What is expected:
Determine the number of lines in the data below that hold "street"; give nothing but that number.

* * * * * * *

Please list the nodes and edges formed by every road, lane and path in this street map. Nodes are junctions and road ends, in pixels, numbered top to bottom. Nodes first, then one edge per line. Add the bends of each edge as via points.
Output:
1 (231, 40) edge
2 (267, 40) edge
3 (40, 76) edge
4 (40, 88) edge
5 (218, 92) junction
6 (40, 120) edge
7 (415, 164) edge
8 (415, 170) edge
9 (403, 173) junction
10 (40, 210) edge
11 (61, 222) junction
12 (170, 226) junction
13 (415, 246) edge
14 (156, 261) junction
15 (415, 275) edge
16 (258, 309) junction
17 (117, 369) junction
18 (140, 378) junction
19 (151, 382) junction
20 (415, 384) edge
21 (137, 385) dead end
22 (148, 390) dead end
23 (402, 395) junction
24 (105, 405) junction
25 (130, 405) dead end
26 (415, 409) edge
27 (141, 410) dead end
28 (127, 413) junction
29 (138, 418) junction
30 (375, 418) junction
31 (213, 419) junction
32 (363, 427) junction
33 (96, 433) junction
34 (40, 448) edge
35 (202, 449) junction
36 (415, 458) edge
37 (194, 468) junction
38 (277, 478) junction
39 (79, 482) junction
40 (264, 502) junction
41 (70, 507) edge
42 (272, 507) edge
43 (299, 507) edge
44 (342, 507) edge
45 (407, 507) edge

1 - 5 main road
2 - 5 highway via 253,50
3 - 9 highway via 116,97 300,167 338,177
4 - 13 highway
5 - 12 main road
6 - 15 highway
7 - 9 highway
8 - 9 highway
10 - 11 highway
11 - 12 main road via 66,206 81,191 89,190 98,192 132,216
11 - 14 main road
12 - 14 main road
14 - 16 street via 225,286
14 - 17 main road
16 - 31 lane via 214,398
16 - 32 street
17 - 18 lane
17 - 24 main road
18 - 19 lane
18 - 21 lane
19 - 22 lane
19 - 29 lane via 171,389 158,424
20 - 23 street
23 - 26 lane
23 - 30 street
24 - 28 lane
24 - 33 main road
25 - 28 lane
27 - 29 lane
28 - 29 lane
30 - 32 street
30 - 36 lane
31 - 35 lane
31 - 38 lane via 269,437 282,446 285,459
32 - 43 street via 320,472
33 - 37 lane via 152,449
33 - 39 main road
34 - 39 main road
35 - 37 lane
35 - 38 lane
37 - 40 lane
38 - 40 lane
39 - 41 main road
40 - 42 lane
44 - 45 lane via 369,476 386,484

* * * * * * *

Solution below:
7